The unconventional gas well fee of Act 13 (“impact fee”) sparked heated discussion.
Under Section 2302 of Act 13, the governing body of a county may elect to impose a fee on each individual unconventional gas well drilled (or “spudded”) in the county. The oil and gas industry considers the techniques used to extract shale gas, including hydraulic fracturing (“fracking”) to be unconventional. Thus, counties can impose the fee on most Marcellus Shale wells drilled in Pennsylvania.
An impact fee requires an oil and gas operator to pay a flat rate on each unconventional well drilled. The initial fee is determined based on a formula that includes the year that the well was drilled and the average annual price for natural gas in that calendar year. The fee is highest in the well’s initial year of operation, and decreases at a specific rate each year for the next fifteen years. The impact fee [PDF] for unconventional wells drilled in 2013 was $50,000.
The Pennsylvania Public Utility Commission (“PUC”) manages the collection and distribution of impact fees to participating counties. To participate, counties must have an unconventional well within its borders. Counties were also required to formally impose an impact fee by ordinance within 60 days of the effective date of Act 13. Without an ordinance in favor of impact fees, a county is prohibited from receiving funds from the collected fees.
Although some municipalities feared that they would not receive adequate funds from the PUC if they participated in the program, the impact fee generated $630 million between 2011-2013. Portions of the funds have been disseminated [PDF] as grants for programs that help convert vehicle fleets from gasoline to natural gas. Analysis [PDF] of the impact fee suggests that, although it generates less revenue than states that have imposed a severance tax, the amount distributed to municipalities has thus far been adequate to manage increased local government costs.
During the 2014 election campaign, gubernatorial candidates Tom Corbett and Tom Wolf debated the possibility of a severance tax to make up a $1.5 billion shortfall in the state budget. Corbett was opposed, while Wolf considered it a possibility.
Wolf won the election, and publicly proposed a severance tax on February 11, 2015. Wolf’s suggested tax would include a 5% tax on the value of natural gas at the wellhead, and an additional 4.7 cents per thousand cubic feet pulled out of the ground. The 4.7 cents would be used to hedge against wild fluctuations in natural gas prices.

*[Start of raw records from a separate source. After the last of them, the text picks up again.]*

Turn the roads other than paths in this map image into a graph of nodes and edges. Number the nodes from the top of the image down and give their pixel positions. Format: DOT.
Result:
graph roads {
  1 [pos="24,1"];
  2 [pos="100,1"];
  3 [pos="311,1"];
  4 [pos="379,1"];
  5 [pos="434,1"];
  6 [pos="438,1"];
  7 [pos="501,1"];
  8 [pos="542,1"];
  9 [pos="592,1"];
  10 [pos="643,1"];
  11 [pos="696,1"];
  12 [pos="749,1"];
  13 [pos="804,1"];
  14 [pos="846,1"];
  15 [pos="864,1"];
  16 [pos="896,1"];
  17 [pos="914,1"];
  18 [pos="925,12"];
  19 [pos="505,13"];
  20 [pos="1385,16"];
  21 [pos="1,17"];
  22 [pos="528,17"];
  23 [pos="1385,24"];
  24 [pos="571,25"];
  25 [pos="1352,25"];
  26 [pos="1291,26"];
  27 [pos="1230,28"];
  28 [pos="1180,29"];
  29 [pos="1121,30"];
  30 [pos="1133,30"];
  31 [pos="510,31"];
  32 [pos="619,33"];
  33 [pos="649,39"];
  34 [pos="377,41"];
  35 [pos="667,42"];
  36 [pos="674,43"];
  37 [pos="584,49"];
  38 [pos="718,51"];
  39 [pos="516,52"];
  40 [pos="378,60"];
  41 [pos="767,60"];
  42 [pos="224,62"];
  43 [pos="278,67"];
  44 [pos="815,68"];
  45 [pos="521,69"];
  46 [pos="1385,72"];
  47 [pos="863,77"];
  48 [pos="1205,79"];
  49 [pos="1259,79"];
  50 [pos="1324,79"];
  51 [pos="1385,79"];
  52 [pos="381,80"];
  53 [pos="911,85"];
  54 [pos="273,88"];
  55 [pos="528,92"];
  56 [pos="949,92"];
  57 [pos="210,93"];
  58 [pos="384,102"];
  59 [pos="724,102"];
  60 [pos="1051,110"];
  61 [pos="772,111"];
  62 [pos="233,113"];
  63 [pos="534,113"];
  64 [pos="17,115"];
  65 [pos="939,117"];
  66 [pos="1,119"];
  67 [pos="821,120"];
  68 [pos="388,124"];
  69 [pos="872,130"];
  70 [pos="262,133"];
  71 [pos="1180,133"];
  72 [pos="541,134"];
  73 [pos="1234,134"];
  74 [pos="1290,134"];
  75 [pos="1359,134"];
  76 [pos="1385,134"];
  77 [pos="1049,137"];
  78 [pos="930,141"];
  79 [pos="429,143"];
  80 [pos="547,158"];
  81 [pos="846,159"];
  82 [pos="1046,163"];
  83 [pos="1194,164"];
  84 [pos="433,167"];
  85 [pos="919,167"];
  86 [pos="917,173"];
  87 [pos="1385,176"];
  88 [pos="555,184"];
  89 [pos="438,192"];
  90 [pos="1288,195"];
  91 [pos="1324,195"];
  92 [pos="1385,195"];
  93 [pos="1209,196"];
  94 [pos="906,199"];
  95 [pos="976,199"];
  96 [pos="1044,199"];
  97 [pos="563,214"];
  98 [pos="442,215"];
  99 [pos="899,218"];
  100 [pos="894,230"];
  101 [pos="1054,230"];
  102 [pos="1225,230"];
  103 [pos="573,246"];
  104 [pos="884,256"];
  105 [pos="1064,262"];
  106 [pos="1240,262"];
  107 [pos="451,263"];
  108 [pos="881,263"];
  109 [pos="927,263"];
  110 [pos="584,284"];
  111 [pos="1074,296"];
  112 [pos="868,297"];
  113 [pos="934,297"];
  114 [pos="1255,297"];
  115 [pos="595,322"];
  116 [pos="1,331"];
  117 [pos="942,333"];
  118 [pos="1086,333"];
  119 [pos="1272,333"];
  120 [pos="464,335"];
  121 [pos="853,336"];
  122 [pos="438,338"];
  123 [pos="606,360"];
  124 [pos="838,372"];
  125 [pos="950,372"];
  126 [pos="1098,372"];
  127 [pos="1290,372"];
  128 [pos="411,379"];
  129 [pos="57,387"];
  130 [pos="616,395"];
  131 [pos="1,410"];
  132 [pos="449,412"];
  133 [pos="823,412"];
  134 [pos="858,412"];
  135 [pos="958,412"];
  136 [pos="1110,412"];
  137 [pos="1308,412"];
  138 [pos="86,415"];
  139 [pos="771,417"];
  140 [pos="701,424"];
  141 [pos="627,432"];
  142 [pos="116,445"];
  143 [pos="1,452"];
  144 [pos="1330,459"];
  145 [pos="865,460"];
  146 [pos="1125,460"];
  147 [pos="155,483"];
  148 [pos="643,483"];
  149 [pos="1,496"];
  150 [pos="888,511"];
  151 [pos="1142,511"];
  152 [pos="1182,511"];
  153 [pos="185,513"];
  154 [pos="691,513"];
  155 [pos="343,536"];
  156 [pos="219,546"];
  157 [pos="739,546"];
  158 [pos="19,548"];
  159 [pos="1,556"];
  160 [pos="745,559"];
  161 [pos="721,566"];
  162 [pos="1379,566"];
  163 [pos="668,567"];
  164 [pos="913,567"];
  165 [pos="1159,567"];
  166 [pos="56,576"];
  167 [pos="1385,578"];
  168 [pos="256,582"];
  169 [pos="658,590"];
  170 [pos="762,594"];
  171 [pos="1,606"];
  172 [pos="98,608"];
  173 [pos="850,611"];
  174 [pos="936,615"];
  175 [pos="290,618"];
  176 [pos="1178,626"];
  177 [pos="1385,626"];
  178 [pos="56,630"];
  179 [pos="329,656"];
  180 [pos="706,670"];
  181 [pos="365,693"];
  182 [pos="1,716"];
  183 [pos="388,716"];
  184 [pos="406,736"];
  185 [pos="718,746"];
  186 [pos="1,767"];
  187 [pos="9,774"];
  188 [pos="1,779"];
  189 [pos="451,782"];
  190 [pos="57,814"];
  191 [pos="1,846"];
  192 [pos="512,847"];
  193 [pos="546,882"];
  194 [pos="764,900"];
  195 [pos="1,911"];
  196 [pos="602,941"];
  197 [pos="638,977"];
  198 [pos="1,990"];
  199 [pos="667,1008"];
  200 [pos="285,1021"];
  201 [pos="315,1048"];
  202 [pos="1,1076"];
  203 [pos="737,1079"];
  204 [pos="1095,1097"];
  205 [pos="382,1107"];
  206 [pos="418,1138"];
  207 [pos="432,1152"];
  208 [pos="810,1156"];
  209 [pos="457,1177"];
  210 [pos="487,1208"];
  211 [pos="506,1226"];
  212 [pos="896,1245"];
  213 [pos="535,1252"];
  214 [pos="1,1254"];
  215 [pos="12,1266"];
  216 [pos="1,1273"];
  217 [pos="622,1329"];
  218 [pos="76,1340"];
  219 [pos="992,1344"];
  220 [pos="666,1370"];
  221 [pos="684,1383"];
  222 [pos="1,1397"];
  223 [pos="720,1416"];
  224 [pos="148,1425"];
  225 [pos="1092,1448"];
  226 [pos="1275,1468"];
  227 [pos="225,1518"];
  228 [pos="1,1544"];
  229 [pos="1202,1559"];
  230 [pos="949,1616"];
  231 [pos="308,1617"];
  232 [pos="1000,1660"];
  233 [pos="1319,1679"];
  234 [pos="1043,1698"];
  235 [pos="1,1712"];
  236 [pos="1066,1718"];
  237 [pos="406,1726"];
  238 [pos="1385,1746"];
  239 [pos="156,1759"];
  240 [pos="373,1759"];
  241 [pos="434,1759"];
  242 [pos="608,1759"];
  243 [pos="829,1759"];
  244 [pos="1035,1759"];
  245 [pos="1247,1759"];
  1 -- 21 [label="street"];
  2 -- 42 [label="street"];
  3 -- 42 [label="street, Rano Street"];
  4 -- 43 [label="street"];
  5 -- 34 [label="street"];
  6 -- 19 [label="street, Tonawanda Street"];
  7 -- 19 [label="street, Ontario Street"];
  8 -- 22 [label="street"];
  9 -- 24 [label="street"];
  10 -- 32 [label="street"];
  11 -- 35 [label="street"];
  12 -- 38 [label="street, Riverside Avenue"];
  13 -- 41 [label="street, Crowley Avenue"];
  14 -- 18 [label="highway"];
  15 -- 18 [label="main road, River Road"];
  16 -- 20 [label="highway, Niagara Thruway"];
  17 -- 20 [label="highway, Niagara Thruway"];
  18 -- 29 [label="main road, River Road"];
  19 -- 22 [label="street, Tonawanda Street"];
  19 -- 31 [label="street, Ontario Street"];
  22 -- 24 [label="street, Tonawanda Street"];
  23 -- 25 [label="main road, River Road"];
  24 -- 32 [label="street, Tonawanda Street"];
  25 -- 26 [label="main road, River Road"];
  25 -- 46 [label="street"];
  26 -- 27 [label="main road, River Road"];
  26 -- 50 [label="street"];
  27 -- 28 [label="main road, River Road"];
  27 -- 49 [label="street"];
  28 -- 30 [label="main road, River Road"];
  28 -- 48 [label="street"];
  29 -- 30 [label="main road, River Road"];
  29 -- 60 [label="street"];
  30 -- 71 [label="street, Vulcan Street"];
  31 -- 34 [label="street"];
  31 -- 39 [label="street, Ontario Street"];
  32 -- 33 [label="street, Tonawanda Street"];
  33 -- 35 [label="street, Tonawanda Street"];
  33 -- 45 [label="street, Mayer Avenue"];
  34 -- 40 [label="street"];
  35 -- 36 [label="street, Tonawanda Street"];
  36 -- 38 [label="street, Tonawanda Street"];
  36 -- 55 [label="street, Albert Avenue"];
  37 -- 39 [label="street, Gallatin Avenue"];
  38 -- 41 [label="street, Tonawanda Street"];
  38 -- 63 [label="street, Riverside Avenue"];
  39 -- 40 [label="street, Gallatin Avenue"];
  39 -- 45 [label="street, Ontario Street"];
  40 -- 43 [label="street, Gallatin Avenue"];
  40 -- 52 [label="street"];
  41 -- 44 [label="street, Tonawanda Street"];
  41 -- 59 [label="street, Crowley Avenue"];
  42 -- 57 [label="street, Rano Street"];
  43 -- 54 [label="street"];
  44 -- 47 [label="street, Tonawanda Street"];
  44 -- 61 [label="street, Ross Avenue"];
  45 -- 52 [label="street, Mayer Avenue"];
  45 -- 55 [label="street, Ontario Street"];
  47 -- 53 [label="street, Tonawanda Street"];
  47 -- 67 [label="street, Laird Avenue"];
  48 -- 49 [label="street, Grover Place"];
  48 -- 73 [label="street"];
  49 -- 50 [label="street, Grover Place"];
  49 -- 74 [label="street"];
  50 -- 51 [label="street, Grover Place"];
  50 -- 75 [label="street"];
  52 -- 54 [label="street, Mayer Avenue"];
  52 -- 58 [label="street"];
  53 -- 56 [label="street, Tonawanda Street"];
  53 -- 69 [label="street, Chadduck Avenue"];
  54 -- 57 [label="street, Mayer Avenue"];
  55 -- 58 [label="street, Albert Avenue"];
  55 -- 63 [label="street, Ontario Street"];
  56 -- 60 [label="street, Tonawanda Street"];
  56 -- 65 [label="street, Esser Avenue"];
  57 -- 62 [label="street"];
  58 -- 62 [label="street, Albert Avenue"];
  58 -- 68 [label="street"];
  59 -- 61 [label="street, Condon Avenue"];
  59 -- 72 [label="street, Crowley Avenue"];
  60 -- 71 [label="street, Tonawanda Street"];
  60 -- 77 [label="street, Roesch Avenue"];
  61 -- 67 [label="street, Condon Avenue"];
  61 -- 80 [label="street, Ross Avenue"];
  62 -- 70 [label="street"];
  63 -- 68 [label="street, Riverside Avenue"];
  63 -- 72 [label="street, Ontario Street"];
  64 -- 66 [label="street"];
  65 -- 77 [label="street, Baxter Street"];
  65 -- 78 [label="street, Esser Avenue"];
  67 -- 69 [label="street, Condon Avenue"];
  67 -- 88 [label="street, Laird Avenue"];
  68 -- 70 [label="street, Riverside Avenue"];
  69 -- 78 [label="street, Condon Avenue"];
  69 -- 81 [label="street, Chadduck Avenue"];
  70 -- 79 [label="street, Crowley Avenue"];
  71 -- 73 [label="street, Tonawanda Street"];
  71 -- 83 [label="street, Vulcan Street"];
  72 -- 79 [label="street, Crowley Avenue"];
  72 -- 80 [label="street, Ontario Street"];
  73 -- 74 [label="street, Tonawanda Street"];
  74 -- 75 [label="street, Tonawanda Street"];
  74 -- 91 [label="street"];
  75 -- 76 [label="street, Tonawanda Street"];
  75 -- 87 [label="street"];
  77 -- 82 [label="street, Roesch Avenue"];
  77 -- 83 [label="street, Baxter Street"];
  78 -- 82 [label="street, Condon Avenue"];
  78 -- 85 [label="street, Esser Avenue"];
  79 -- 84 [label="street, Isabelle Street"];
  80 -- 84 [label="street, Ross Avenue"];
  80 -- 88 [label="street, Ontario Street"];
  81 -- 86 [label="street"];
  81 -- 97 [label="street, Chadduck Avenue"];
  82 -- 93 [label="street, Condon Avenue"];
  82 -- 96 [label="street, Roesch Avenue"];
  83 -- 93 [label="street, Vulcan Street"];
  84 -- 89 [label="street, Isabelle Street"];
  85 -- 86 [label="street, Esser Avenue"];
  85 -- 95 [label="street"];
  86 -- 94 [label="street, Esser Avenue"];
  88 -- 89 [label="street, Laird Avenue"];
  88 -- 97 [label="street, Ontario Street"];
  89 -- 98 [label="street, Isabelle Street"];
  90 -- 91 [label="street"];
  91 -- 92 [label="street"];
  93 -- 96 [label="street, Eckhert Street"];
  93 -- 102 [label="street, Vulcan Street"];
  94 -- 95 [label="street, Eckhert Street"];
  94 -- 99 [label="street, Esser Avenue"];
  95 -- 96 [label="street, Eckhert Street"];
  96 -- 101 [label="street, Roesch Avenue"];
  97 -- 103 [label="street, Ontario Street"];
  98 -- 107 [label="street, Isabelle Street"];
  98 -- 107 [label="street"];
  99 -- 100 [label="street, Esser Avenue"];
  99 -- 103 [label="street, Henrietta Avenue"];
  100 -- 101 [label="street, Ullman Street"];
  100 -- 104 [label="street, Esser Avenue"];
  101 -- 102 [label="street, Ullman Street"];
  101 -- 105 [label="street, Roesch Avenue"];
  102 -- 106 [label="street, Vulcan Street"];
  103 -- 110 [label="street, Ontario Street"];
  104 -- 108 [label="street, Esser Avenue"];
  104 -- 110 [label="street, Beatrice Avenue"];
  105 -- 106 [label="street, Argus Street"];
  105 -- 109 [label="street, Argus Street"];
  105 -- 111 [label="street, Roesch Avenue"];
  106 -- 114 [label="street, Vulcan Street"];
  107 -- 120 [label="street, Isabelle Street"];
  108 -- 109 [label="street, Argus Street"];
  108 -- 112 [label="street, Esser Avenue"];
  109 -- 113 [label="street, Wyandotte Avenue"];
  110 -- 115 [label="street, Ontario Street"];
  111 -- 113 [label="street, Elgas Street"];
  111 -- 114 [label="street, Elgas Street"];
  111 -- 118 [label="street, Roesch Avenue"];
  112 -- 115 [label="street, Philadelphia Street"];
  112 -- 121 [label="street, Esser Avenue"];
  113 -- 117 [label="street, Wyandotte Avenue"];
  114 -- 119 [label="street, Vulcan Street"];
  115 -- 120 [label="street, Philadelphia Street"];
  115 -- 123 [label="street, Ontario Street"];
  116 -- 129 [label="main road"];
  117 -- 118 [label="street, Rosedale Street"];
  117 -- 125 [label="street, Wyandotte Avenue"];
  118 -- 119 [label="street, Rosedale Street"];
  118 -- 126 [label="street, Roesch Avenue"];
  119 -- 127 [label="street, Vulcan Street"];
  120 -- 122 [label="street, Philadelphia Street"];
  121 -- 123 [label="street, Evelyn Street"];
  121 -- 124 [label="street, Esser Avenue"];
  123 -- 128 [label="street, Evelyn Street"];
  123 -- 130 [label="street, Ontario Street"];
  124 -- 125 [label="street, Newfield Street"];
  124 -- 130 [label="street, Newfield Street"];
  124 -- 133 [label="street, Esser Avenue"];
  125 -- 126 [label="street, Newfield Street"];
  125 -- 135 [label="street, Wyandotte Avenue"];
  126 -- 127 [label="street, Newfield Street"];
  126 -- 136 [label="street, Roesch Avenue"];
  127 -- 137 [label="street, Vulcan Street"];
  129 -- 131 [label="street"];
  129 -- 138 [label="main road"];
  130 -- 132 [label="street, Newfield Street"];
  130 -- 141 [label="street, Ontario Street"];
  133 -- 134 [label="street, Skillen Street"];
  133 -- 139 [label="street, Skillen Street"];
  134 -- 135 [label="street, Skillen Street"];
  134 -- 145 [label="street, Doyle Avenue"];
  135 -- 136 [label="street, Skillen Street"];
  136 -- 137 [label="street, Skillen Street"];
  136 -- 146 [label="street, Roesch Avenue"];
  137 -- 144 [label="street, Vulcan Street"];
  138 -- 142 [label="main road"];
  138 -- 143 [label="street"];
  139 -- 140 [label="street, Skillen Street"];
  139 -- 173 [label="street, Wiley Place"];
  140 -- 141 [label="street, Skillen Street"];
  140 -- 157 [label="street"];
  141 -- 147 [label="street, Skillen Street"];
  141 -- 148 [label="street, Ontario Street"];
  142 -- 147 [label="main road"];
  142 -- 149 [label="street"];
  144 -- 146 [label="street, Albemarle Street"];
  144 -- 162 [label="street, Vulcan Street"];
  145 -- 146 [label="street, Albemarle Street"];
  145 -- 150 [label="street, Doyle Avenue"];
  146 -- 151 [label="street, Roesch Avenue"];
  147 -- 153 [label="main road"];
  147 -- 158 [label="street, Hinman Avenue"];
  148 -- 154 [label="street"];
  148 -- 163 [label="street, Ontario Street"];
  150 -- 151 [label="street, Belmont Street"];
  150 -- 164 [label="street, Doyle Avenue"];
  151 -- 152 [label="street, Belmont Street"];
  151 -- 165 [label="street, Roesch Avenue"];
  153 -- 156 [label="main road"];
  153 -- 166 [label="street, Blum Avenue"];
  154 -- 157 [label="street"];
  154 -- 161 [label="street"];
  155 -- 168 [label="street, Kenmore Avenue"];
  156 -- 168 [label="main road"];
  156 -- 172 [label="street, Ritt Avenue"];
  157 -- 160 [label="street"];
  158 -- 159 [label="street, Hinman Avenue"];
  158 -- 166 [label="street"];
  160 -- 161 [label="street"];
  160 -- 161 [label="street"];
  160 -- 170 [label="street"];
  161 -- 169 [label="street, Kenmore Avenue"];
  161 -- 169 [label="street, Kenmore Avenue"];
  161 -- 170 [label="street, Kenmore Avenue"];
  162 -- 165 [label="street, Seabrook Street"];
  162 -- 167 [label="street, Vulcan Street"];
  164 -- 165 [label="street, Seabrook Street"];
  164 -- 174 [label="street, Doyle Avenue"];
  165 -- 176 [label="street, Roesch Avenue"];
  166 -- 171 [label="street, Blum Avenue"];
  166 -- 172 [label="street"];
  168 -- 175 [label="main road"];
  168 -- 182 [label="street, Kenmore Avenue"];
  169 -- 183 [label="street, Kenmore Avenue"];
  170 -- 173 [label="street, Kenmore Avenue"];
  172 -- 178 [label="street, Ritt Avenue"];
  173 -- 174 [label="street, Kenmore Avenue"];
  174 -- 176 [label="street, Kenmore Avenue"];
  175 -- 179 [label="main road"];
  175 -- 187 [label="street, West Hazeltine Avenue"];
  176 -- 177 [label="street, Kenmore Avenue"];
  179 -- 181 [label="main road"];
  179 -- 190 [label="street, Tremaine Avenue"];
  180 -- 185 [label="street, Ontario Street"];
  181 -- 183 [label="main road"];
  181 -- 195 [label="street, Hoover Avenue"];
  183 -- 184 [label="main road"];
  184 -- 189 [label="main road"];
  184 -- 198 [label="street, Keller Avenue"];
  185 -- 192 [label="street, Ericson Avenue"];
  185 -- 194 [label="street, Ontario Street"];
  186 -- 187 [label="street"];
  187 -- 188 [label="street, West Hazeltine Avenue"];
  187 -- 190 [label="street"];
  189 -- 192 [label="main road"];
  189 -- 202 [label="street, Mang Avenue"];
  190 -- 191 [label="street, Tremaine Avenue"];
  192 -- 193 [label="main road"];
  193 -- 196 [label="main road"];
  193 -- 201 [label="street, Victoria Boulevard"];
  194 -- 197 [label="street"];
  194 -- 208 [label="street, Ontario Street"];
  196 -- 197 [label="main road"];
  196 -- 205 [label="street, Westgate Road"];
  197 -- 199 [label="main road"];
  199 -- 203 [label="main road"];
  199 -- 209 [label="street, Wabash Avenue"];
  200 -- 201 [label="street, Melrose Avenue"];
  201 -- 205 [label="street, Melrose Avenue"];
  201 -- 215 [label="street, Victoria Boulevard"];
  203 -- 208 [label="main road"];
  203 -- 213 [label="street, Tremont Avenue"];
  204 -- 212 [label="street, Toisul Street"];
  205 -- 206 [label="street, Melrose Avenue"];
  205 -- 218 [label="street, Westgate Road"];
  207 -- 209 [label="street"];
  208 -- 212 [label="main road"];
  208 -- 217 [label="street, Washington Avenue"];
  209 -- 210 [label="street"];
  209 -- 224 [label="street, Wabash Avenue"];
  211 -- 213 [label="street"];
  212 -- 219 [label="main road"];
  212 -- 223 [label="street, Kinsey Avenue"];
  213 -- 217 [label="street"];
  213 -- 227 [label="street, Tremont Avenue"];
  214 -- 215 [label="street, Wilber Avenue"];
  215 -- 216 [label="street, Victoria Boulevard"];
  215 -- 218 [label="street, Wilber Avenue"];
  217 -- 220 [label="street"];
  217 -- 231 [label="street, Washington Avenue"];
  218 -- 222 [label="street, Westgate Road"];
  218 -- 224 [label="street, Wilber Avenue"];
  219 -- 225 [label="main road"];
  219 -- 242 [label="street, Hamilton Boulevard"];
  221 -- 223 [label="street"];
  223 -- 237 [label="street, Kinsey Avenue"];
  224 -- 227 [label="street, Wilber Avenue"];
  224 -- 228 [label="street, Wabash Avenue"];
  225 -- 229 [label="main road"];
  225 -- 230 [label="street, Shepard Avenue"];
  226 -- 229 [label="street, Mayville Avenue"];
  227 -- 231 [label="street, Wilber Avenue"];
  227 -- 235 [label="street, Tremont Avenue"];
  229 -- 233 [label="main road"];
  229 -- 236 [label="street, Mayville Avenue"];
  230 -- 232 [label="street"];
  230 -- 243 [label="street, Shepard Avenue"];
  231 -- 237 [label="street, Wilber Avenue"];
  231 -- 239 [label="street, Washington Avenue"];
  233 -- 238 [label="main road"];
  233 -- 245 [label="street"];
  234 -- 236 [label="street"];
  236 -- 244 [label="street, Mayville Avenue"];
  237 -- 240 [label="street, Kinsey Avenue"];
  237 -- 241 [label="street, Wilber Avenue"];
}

This severance tax would replace the impact fee, and most of the proceeds of the tax would go into Pennsylvania’s public education system – although an exact formula for distribution has not yet been developed.
Voices for the oil and gas industry opposed the severance tax when it was first proposed during the campaign, claiming that the cost of the tax would be passed along to consumers and could negatively affect job creation in the region. Current concerns question whether the tax would be distributed back to regions which experience the largest impact from drilling, or whether the funds would be sent to cities like Harrisburg, Pittsburgh and Philadelphia.